Pocos días después de la captura del dictador Nicolás Maduro por fuerzas norteamericanas, un amigo residente en Puerto Rico me envió un mensaje breve: “Aquí se está comentando esto: Estado Libre Asociado de Venezuela”.
La idea, en principio, puede parecer descabellada. Sin embargo, no es una propuesta que deba descartarse sin un análisis serio.
Incluso el presidente Donald Trump ha hecho comentarios —probablemente en tono informal— sobre la posibilidad de que Venezuela se convierta en el estado 51 de Estados Unidos. Más allá de lo anecdótico, lo cierto es que la idea ha comenzado a circular y, para algunos, incluso resulta atractiva.
Y no es difícil entender por qué.
Después del colapso institucional, económico y social que ha sido llevado el país, millones de venezolanos han buscado precisamente aquello que representa a Estados Unidos: estabilidad, seguridad jurídica y oportunidades.
Pero antes de entrar en conclusiones, conviene analizar la opción del Estado Libre Asociado.
Las objeciones más frecuentes suelen ser de carácter emocional o simbólico: la defensa de la soberanía o la pérdida de independencia. Sin embargo, es legítimo preguntarse hasta qué punto esa independencia sigue existiendo en términos reales.
Durante años, Venezuela ha estado sometida a la influencia y control de intereses extranjeros, desde Cuba hasta Rusia, China o Irán, en muchos casos en función de acuerdos opacos y redes de corrupción. Hablar de soberanía en abstracto sin considerar esa realidad resulta, como mínimo, discutible.
Esto no implica renunciar al valor histórico de la independencia. Como venezolano, como exmilitar y como descendiente de un héroe de la guerra de independencia, el general de división Francisco Esteban Gómez, ese valor forma parte de mi identidad. Pero precisamente por eso, el análisis debe hacerse con rigor, no con consignas.
El caso de Puerto Rico ofrece un punto de referencia interesante. En su más reciente consulta sobre el estatus político, las opciones de mantener el vínculo con Estados Unidos o profundizarlo concentraron una mayoría abrumadora: el Estado Libre Asociado obtuvo una mayoría absoluta y la opción de convertirse en el estado 51 alcanzó un respaldo muy significativo. La independencia, en cambio, recibió un apoyo claramente exiguo, muy lejos de cualquier posibilidad real de convertirse en una opción mayoritaria.
Más allá de las interpretaciones ideológicas, esos datos reflejan una realidad: amplios sectores de la población consideran que su relación con Estados Unidos ha sido, en términos generales, beneficiosa.
Para Venezuela, una figura de asociación podría implicar elementos concretos difíciles de ignorar: estabilidad monetaria a través del dólar, un sistema jurídico más predecible, mejoras en infraestructura y servicios públicos, así como un marco institucional más funcional.
Nada de esto supone idealizar el sistema estadounidense, que tiene fallas evidentes.

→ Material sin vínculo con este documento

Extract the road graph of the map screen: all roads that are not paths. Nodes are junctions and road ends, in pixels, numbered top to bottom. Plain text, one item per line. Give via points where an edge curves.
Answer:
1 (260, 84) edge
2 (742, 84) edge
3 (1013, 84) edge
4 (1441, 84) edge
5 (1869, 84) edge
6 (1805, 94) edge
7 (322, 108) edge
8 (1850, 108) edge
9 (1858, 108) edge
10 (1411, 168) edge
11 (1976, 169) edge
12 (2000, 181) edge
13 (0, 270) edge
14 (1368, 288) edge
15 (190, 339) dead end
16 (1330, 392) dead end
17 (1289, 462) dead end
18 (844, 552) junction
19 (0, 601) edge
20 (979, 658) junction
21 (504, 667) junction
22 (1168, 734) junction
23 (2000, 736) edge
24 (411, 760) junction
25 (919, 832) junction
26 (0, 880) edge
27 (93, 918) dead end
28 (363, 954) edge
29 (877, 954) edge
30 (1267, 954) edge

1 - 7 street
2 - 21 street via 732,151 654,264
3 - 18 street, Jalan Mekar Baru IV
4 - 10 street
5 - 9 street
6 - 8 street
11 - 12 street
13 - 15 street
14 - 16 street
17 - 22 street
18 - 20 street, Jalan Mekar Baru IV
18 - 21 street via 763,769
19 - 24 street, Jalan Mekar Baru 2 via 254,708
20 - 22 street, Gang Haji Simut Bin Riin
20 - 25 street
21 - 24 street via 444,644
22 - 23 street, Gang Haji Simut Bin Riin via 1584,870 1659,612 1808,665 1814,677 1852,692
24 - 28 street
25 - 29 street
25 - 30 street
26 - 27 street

Pero la comparación con la realidad venezolana actual es inevitable.
También abriría un debate delicado sobre el papel de las fuerzas armadas venezolanas, profundamente deteriorado tras años de politización, corrupción y participación en actividades ilícitas. En un escenario de transformación profunda, su reestructuración —o incluso su disolución— sería un tema inevitable.
Todo esto confirma que no se trata de una idea absurda, sino de una posibilidad que merece ser analizada con seriedad.
No desde el patrioterismo automático ni desde los intereses de quienes han sido beneficiarios del sistema actual, sino desde una evaluación racional sobre qué modelo permitiría reconstruir el país.
Porque, al final, la pregunta no es ideológica.
Es práctica: ¿Qué opción ofrece una vía real para recuperar la estabilidad, la institucionalidad y la libertad en Venezuela?